Тут я сказал все, сначала довольно бессвязно, потом, понемногу, яснее и полнее. Теперь я знаю, что влюбленные не имеют обычая вверяться отцам и дядям. Научаясь из зеркал жизни, театральных пьес и повестей, они выбирают лучше: слуг и горничных или друзей, с которыми сошлись на улице, как я с бедным Франсисом Вивиеном; им раскрывают они сердечные треволнения. Для отцов и дядей они немы, непроницаемы, застегнуты до подбородка. Какстоны были самое эксцентрическое семейство, и не делали никогда ничего, как другие. Когда я кончил, я поднял глаза и жалобно спросил:
– Ну, теперь скажите мне, есть надежда? или никакой?
– Отчего не быть? – поспешно отвечал капитан. Де-Какстоны такая же фамилия, как Тривенионы; что до вас лично, я думаю, что молодая леди может выбрать гораздо хуже, для своего собственного счастья.
Я пожал дядину руку и со страхом повернулся к отцу, ибо знал, что, не смотря на его привычку к уединению, он так здраво судил о всех светских отношениях, как немногие, – если нужно было ему для другого взглянуть на них вблизи.
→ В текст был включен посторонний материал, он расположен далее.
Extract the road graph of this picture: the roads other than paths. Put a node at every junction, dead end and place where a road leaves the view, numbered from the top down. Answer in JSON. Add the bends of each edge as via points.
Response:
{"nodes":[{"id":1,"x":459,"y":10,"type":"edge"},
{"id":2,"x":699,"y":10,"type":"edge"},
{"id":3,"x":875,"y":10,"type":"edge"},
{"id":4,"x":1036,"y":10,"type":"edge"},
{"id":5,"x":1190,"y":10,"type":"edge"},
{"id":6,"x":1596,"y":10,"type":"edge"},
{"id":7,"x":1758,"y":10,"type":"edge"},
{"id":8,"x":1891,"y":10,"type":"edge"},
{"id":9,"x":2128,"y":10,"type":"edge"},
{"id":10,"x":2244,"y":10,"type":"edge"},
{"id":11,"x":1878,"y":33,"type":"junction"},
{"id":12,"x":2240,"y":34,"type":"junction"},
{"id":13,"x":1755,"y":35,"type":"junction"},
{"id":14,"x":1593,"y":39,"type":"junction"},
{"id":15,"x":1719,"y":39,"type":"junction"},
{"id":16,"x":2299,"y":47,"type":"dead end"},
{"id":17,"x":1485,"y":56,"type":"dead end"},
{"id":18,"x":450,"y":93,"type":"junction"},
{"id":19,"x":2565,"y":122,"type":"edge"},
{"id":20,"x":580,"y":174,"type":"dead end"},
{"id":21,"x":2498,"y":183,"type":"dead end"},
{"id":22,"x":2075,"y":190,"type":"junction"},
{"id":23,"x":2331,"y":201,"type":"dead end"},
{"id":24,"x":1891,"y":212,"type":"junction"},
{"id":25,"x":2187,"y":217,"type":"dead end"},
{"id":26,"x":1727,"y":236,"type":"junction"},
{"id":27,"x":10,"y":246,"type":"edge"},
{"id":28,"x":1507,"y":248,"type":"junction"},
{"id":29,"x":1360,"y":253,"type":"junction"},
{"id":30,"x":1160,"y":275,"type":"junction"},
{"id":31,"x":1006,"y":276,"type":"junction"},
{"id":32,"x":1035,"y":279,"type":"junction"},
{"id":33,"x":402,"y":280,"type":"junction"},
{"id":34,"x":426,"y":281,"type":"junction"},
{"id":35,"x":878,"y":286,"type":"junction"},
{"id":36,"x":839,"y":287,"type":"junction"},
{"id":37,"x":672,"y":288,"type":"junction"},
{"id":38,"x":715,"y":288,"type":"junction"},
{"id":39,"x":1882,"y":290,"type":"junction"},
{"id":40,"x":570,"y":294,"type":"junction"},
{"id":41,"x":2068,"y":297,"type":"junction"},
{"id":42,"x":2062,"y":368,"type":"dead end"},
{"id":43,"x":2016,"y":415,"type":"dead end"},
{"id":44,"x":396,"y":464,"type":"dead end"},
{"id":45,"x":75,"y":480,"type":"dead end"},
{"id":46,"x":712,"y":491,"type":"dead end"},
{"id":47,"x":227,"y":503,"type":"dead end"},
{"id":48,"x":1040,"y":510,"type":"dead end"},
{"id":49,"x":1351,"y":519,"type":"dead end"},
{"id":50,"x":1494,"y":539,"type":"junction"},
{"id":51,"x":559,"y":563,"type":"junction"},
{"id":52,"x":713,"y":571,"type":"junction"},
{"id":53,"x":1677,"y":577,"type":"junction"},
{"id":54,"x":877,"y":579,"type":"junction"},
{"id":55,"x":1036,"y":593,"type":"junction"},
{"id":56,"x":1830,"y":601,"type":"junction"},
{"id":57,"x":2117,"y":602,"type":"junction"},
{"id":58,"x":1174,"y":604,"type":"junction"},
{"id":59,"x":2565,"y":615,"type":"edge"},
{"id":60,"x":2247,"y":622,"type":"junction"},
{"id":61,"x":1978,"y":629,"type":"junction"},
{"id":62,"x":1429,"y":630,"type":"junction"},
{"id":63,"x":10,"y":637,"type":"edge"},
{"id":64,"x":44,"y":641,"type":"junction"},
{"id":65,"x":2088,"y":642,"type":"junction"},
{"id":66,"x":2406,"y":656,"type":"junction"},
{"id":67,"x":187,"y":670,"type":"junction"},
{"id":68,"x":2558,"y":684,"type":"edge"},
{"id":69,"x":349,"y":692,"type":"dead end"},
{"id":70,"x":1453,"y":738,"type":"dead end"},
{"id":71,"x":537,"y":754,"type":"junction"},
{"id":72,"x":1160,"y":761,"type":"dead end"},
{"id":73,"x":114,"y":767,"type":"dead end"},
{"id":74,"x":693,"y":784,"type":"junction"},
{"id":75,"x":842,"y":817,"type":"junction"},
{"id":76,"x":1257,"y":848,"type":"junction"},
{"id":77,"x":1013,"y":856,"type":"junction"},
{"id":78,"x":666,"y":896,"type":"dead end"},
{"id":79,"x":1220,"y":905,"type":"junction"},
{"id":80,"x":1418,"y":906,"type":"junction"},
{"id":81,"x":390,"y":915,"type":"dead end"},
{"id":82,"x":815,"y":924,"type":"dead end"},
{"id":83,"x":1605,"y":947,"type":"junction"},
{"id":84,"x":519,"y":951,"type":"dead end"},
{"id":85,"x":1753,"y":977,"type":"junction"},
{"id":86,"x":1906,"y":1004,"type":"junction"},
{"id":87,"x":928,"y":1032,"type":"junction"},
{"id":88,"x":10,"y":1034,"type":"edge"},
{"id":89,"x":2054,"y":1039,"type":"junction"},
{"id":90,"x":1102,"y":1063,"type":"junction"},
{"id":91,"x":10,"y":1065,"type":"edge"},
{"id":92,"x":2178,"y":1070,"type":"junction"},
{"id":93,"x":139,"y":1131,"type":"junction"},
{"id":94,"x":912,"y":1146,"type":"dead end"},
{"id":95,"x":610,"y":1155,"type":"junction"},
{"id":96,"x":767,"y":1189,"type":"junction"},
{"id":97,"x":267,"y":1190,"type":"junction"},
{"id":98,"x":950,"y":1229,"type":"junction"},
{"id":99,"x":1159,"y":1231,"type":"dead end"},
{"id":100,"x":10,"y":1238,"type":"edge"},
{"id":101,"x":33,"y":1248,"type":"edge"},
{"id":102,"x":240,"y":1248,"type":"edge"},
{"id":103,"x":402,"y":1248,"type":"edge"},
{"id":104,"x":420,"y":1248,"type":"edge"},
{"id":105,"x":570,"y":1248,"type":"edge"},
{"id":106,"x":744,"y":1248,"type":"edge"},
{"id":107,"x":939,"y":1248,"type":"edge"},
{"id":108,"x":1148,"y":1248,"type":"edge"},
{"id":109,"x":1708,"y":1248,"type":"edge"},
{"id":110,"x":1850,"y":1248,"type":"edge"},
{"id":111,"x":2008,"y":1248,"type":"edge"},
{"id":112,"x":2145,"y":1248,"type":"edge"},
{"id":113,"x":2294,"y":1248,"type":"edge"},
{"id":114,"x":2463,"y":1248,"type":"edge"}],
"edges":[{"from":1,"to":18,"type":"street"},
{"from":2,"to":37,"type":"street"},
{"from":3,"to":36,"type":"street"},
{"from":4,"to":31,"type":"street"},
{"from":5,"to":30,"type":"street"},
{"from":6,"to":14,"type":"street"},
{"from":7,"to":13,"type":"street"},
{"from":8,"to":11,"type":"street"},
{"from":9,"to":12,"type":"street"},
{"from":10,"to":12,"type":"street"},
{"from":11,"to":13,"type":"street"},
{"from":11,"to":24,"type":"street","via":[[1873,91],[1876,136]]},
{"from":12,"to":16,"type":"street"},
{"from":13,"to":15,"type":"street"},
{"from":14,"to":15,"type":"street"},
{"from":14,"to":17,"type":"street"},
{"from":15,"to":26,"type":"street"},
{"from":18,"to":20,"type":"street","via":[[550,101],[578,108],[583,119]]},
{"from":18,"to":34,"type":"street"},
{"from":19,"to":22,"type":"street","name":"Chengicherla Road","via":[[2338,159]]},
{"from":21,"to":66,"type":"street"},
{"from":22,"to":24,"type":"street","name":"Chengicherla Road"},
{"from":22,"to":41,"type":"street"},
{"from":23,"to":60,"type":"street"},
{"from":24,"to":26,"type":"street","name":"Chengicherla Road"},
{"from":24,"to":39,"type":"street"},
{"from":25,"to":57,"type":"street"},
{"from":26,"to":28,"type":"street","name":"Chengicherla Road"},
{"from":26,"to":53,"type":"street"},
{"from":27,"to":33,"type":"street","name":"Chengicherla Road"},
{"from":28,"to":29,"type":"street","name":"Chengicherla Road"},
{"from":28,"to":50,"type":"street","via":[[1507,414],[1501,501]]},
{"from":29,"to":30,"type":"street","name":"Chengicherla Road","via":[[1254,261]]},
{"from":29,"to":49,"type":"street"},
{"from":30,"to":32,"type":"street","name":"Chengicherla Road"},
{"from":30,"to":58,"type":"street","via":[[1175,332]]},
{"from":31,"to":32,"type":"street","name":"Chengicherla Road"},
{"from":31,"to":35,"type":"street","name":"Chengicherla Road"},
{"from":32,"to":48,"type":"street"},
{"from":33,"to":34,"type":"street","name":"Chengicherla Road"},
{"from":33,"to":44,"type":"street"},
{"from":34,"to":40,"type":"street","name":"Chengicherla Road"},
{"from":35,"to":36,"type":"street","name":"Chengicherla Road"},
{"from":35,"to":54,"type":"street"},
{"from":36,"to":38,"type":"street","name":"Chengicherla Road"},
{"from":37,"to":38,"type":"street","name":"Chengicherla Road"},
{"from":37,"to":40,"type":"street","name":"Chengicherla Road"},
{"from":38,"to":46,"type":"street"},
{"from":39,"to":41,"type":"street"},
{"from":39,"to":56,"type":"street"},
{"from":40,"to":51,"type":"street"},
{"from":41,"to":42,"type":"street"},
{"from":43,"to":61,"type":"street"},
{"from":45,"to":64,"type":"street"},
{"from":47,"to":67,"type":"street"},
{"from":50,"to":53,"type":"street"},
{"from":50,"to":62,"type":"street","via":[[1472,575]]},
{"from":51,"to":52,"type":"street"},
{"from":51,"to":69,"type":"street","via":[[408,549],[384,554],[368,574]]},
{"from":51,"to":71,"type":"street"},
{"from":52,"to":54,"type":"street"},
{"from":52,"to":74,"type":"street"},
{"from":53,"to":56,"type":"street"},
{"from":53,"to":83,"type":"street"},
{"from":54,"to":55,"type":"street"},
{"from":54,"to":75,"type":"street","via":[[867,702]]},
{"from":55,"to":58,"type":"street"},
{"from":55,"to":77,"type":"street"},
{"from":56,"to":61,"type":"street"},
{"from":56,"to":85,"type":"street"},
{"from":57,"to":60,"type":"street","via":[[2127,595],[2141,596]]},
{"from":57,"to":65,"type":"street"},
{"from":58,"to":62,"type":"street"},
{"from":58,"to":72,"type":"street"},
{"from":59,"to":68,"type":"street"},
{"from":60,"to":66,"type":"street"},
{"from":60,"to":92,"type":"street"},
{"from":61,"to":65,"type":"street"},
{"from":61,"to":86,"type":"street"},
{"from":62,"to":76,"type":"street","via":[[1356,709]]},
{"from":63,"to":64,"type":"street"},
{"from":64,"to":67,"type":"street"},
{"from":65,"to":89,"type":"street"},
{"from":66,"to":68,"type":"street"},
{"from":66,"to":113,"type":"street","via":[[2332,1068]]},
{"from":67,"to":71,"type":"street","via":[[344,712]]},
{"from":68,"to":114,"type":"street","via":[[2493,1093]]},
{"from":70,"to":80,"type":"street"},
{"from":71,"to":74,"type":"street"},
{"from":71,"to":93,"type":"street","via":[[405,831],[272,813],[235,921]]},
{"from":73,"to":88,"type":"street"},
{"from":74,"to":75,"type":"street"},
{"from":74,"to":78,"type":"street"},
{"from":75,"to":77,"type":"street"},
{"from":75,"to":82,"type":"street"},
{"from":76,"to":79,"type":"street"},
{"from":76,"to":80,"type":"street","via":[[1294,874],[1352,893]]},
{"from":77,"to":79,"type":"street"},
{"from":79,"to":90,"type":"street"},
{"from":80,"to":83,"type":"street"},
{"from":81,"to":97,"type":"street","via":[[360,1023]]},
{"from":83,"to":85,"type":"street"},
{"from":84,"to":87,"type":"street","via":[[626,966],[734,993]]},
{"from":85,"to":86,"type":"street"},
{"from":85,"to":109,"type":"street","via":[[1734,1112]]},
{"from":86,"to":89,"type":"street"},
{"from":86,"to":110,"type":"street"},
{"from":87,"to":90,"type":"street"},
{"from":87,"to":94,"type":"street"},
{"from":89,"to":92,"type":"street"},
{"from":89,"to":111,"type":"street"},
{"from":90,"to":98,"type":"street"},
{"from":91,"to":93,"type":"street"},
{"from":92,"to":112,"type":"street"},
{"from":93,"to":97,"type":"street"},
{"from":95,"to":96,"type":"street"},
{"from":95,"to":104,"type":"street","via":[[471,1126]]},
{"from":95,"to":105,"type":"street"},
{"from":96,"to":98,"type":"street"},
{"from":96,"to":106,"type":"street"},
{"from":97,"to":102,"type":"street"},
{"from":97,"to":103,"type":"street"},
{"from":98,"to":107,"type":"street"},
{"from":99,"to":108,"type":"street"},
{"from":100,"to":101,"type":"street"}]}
Странная вещь: какую глубокую мудрость оказывают ученые и поэты в чужих делах, и как редко употребляют ее в своих! И почему все это так на свете? Я взглянул на отца, и надежда, возбужденная во мне Роландом, быстро рассеялась.
– Брат, – сказал отец тихо и качая головой, – свет, который предписывает законы тем, кто живет в нем, не дарит большим вниманием родословную, когда не связано с ней права на владения.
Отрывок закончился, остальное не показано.